Logo der Kampagne Inklusive Gesundheit

„Die Vertragsstaaten anerkennen das Recht von Menschen mit Behinderungen auf das erreichbare Höchstmaß an Gesundheit ohne Diskriminierung aufgrund von Behinderung.“

(UN-Behindertenrechtskonvention Artikel 25)

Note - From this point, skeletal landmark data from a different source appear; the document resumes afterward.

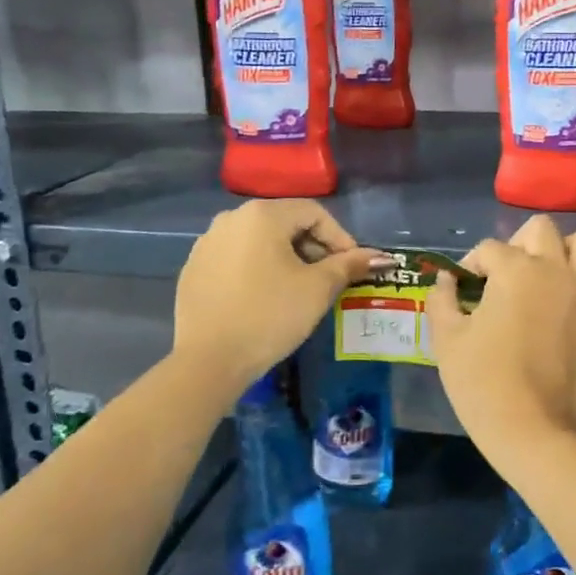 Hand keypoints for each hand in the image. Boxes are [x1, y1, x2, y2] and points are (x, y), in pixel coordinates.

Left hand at [171, 200, 379, 397]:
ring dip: (287, 258)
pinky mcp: (194, 268)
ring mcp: (207, 243)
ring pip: (260, 240)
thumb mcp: (317, 289)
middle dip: (313, 247)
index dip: (340, 237)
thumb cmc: (270, 315)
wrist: (207, 362)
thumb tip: (381, 257)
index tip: (353, 267)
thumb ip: (349, 265)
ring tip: (300, 289)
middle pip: (286, 223)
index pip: (314, 212)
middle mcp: (231, 218)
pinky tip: (266, 298)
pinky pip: (237, 258)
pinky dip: (258, 269)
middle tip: (330, 279)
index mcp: (262, 214)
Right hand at [425, 216, 575, 469]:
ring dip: (574, 251)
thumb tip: (446, 280)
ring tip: (554, 274)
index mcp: (515, 270)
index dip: (470, 267)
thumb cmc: (481, 382)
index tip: (463, 292)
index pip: (488, 249)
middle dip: (519, 245)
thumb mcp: (446, 339)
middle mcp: (556, 271)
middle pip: (541, 229)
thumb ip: (442, 300)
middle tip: (506, 278)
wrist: (530, 429) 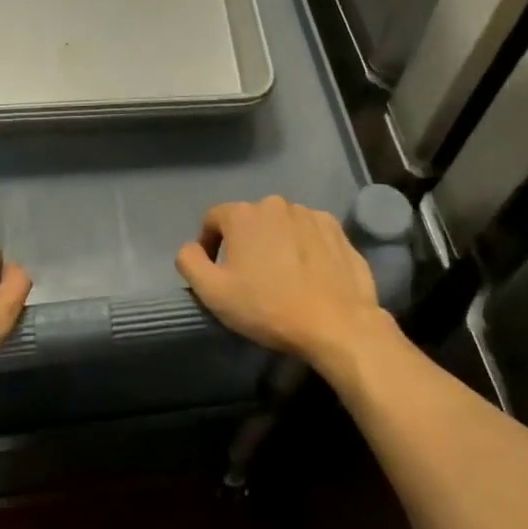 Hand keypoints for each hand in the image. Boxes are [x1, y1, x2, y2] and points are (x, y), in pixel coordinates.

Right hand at [176, 197, 390, 370]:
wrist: (337, 324)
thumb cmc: (268, 307)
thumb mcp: (213, 292)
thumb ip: (190, 262)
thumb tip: (190, 248)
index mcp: (243, 214)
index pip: (213, 218)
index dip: (208, 243)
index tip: (215, 271)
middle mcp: (275, 204)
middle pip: (250, 220)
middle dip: (245, 243)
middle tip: (250, 277)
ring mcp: (310, 214)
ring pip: (282, 225)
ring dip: (276, 243)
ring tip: (282, 277)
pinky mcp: (337, 230)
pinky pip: (310, 233)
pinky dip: (304, 247)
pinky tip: (309, 274) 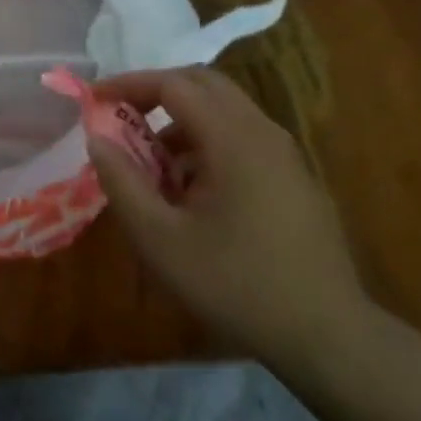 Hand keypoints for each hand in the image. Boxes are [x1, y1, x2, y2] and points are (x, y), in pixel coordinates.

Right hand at [88, 67, 369, 374]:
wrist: (327, 336)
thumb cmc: (235, 285)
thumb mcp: (160, 239)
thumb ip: (122, 182)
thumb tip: (97, 139)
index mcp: (234, 140)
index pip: (174, 84)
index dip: (129, 84)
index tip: (93, 100)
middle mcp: (264, 133)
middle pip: (204, 85)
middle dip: (155, 92)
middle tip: (118, 116)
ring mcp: (285, 155)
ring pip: (224, 111)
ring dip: (179, 121)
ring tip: (150, 164)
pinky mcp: (294, 178)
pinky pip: (242, 138)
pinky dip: (205, 143)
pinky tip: (189, 192) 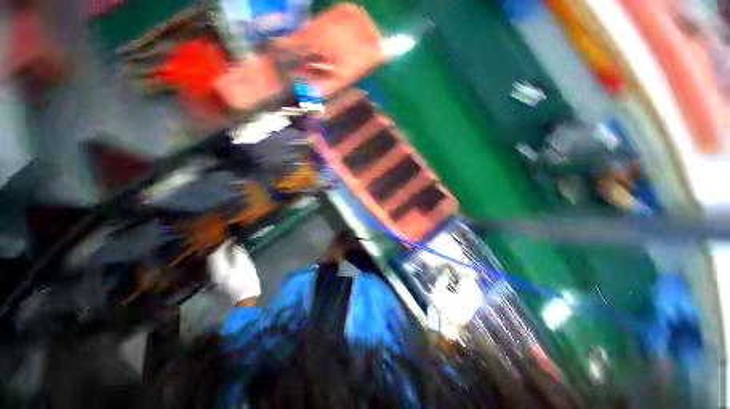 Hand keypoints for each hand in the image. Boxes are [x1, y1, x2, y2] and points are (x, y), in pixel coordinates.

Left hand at [207, 239, 260, 304]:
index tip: (231, 239)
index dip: (223, 244)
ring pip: (214, 262)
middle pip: (212, 258)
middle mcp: (214, 272)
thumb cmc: (246, 280)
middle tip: (229, 243)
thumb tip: (234, 245)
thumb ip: (238, 253)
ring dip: (220, 255)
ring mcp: (215, 278)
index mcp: (219, 268)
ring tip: (229, 249)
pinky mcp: (220, 281)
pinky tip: (229, 259)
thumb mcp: (245, 264)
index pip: (216, 253)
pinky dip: (222, 260)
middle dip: (219, 249)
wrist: (245, 297)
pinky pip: (217, 267) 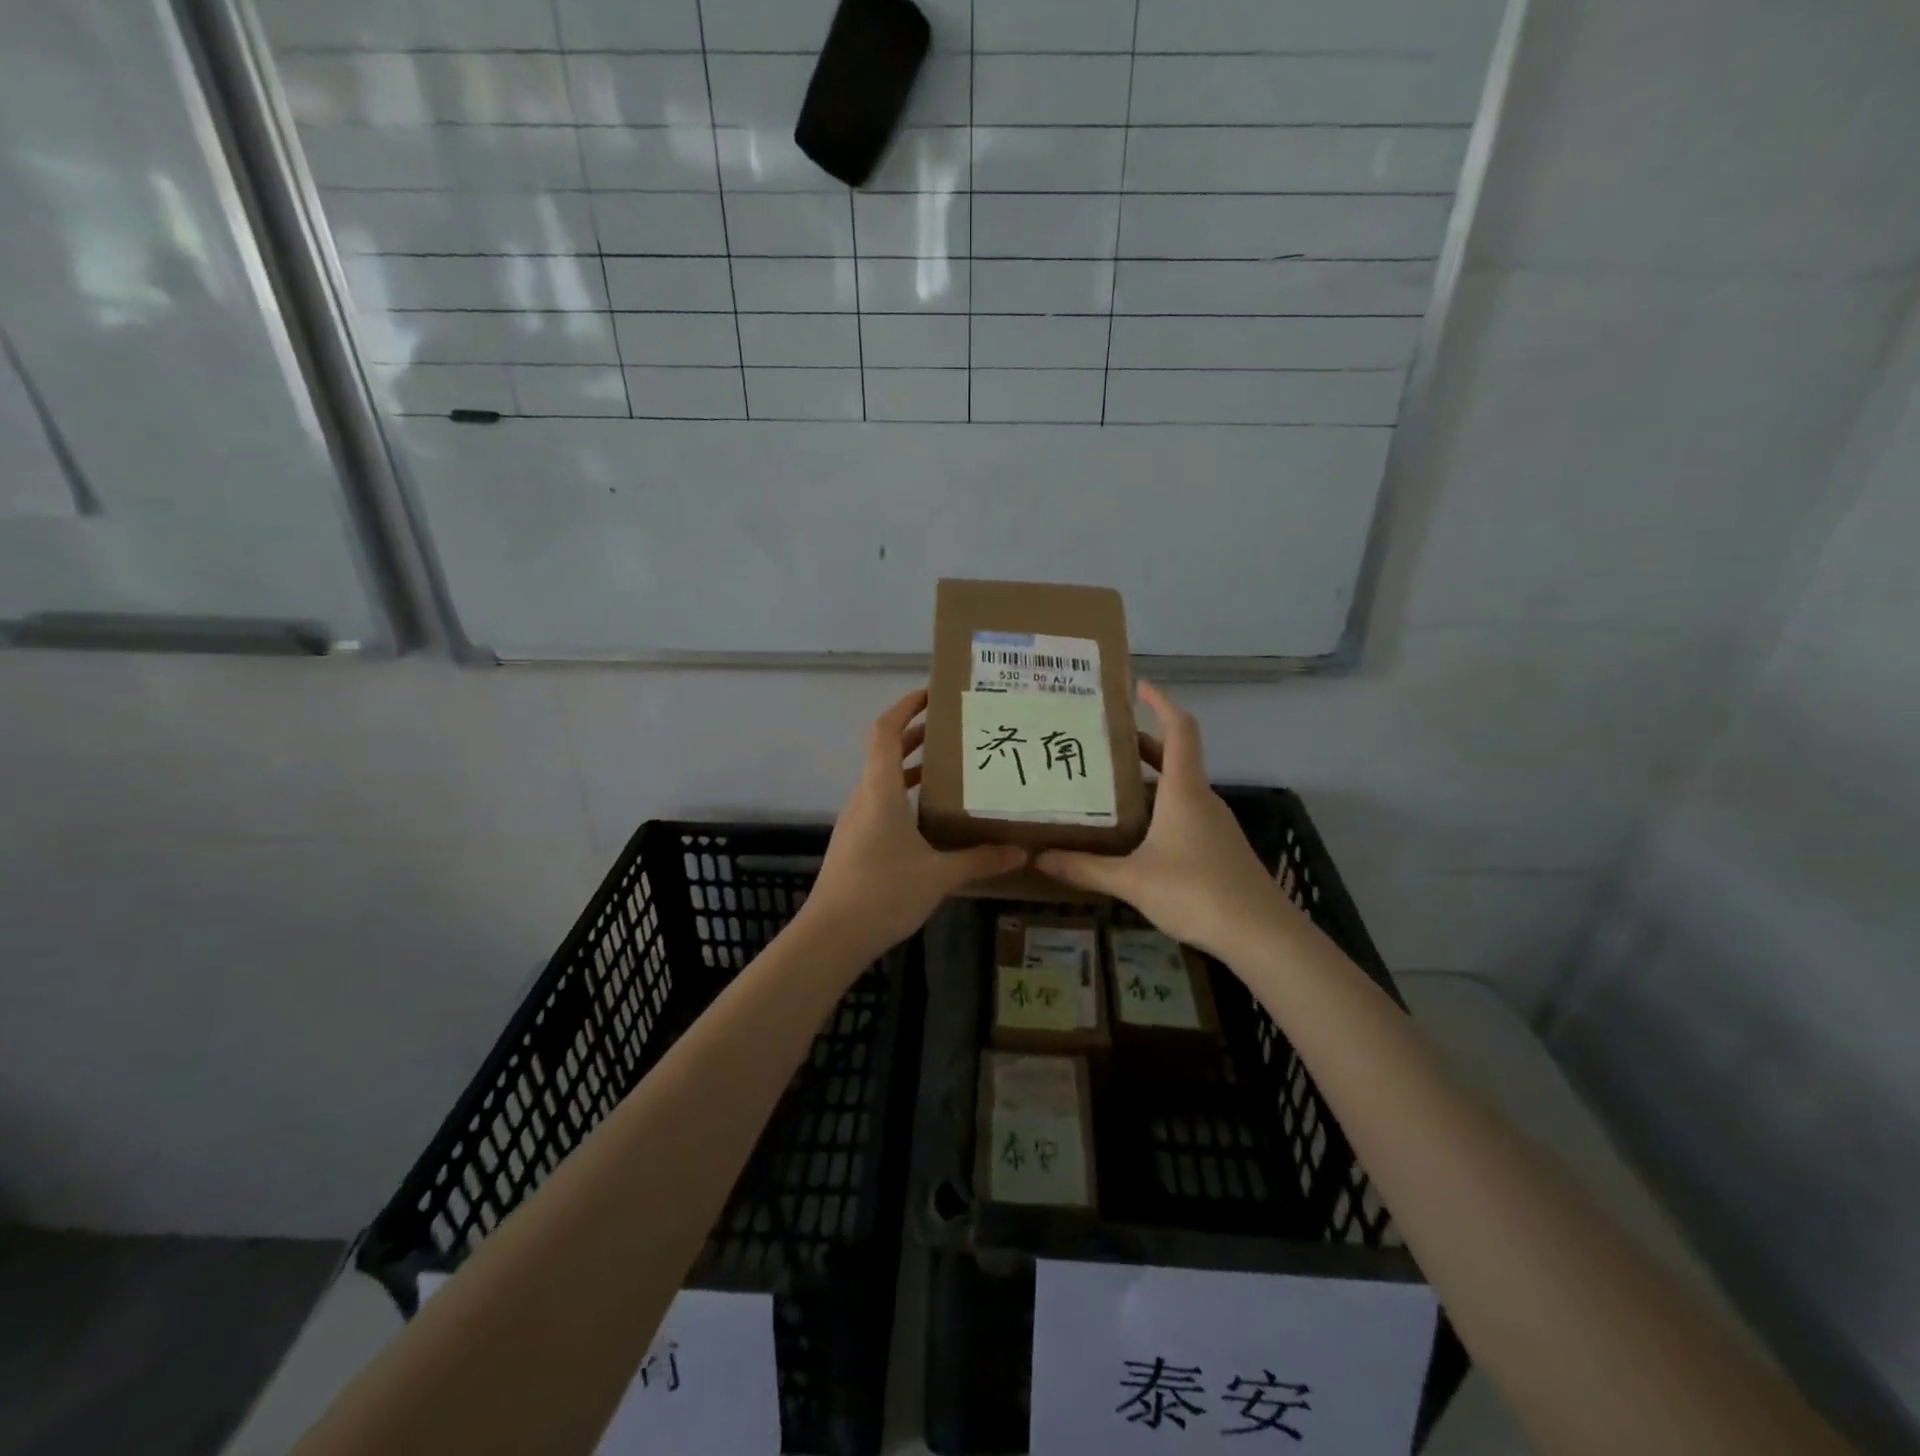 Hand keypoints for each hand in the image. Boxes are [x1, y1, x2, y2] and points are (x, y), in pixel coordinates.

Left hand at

Die Behindertenbeauftragten von Bund und Ländern erwarten in ihrer Düsseldorfer Erklärung vom 21.März 2019, „dass 10 Jahre nach Ratifizierung der UN-BRK die Qualität der Versorgung von Menschen mit Behinderungen weiter gestärkt und Barrieren in Bezug auf gesundheitliche Einrichtungen und Dienste weiter abgebaut werden. Ziel muss eine inklusive Gesundheitsversorgung sein.“ In diesem Zusammenhang fordern die Beauftragten, „dass in der Aus- und Fortbildung des medizinischen Personals das Bewusstsein für die Menschenrechte, die Würde, die Autonomie und die Bedürfnisse von Menschen mit Behinderungen verbindlich berücksichtigt werden.“ Zum Abschluss dieser Düsseldorfer Erklärung wird klar und deutlich formuliert:

Zum Abschluss dieser Düsseldorfer Erklärung

„Eine barrierefreie, inklusive und interdisziplinäre Gesundheitsversorgung ist Grundlage für Selbstbestimmung und gleichberechtigte Teilhabe in unserem Land." Auch der aktuelle Koalitionsvertrag der nordrhein-westfälischen Landesregierung fordert die „Sicherstellung einer guten Gesundheitsversorgung für alle Menschen in Nordrhein-Westfalen“ (S. 94).

 

Die Kompetenzzentren Selbstbestimmt Leben (KSL) setzen sich mit ihrer Kampagne zur inklusiven Gesundheitsversorgung für einen gleichberechtigten Zugang von Menschen mit Behinderungen zum Gesundheitssystem in Nordrhein-Westfalen ein. Gemeinsam mit der Koordinierungsstelle der KSL werden sie sich landesweit dem Thema „Inklusive Gesundheitsversorgung in Krankenhäusern“ widmen. Damit greifen sie ein Ziel aus dem Koalitionsvertrag der Landesregierung auf. Hier heißt es auf den Seiten 94-95: „Gleichzeitig müssen unsere Krankenhäuser den Anforderungen einer älter werdenden Gesellschaft, der Zunahme altersbedingter Krankheiten und Operationen, einem höheren Anteil von Menschen mit Demenz oder Behinderungen (…) gerecht werden.“

 

Zielperspektive "Inklusive Krankenhäuser"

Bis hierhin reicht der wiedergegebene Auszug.